== Task statement ==
Find the word "dead" in the data below and copy each line that holds it.

== Saved data entries ==
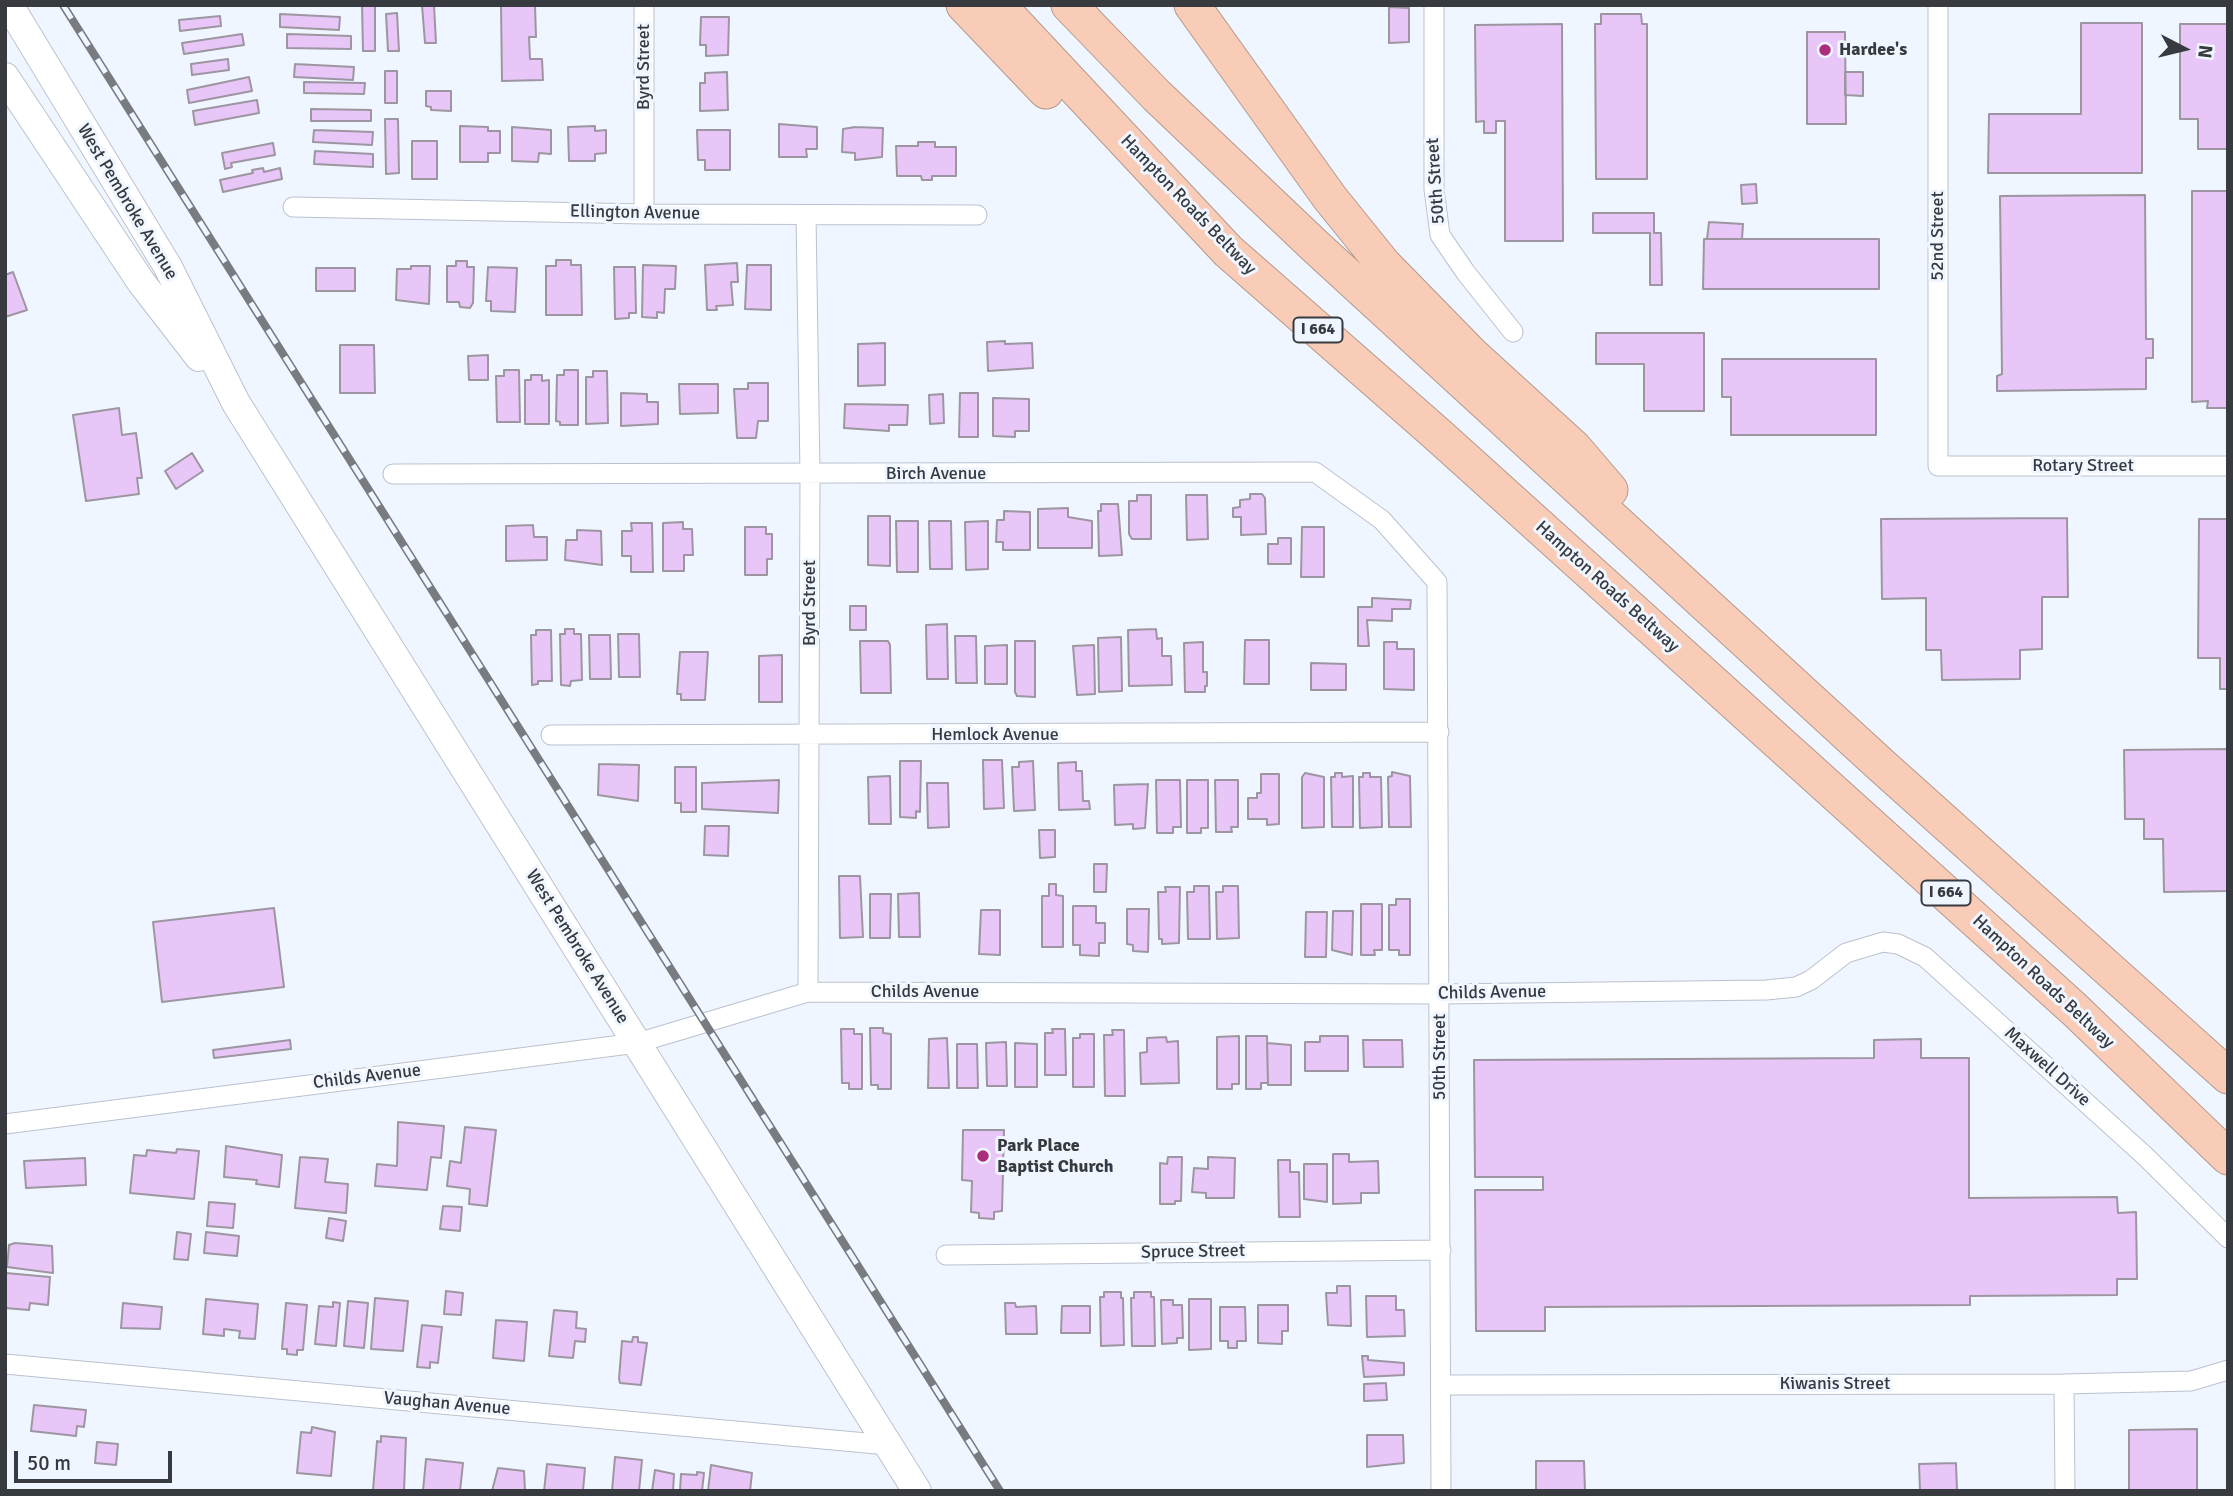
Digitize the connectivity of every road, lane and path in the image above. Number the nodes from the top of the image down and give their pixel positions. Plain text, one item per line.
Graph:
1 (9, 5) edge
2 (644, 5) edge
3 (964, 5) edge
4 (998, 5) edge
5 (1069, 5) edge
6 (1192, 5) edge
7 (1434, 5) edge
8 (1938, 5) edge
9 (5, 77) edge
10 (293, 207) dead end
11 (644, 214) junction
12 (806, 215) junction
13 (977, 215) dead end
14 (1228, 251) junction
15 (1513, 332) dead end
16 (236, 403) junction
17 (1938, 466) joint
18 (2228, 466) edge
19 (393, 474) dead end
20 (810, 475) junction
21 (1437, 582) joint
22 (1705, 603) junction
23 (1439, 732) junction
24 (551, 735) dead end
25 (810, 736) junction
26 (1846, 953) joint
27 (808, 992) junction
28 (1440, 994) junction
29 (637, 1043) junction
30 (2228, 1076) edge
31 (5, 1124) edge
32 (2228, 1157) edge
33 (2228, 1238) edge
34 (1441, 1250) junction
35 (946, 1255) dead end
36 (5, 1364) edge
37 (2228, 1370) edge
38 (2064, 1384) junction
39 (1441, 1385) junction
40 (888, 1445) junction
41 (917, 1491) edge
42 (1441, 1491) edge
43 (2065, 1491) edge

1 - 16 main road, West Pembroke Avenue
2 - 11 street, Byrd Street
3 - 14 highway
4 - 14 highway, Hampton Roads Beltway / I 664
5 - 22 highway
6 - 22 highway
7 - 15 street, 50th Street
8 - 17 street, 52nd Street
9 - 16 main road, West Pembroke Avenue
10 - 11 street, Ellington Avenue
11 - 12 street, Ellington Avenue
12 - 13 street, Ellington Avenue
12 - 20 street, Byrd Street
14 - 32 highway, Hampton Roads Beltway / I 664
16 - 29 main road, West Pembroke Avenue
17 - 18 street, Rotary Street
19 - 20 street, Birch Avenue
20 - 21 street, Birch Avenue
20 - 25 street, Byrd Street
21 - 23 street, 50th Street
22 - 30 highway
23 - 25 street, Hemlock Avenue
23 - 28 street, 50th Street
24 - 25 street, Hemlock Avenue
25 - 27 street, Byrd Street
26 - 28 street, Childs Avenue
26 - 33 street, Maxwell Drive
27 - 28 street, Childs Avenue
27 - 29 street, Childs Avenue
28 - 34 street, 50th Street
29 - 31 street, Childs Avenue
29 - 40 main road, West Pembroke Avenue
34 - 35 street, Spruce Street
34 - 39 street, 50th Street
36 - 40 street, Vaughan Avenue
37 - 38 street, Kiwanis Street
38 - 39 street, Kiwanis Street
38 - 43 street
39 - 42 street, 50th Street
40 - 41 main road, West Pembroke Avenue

== Your response ==
10 (293, 207) dead end
13 (977, 215) dead end
15 (1513, 332) dead end
19 (393, 474) dead end
24 (551, 735) dead end
35 (946, 1255) dead end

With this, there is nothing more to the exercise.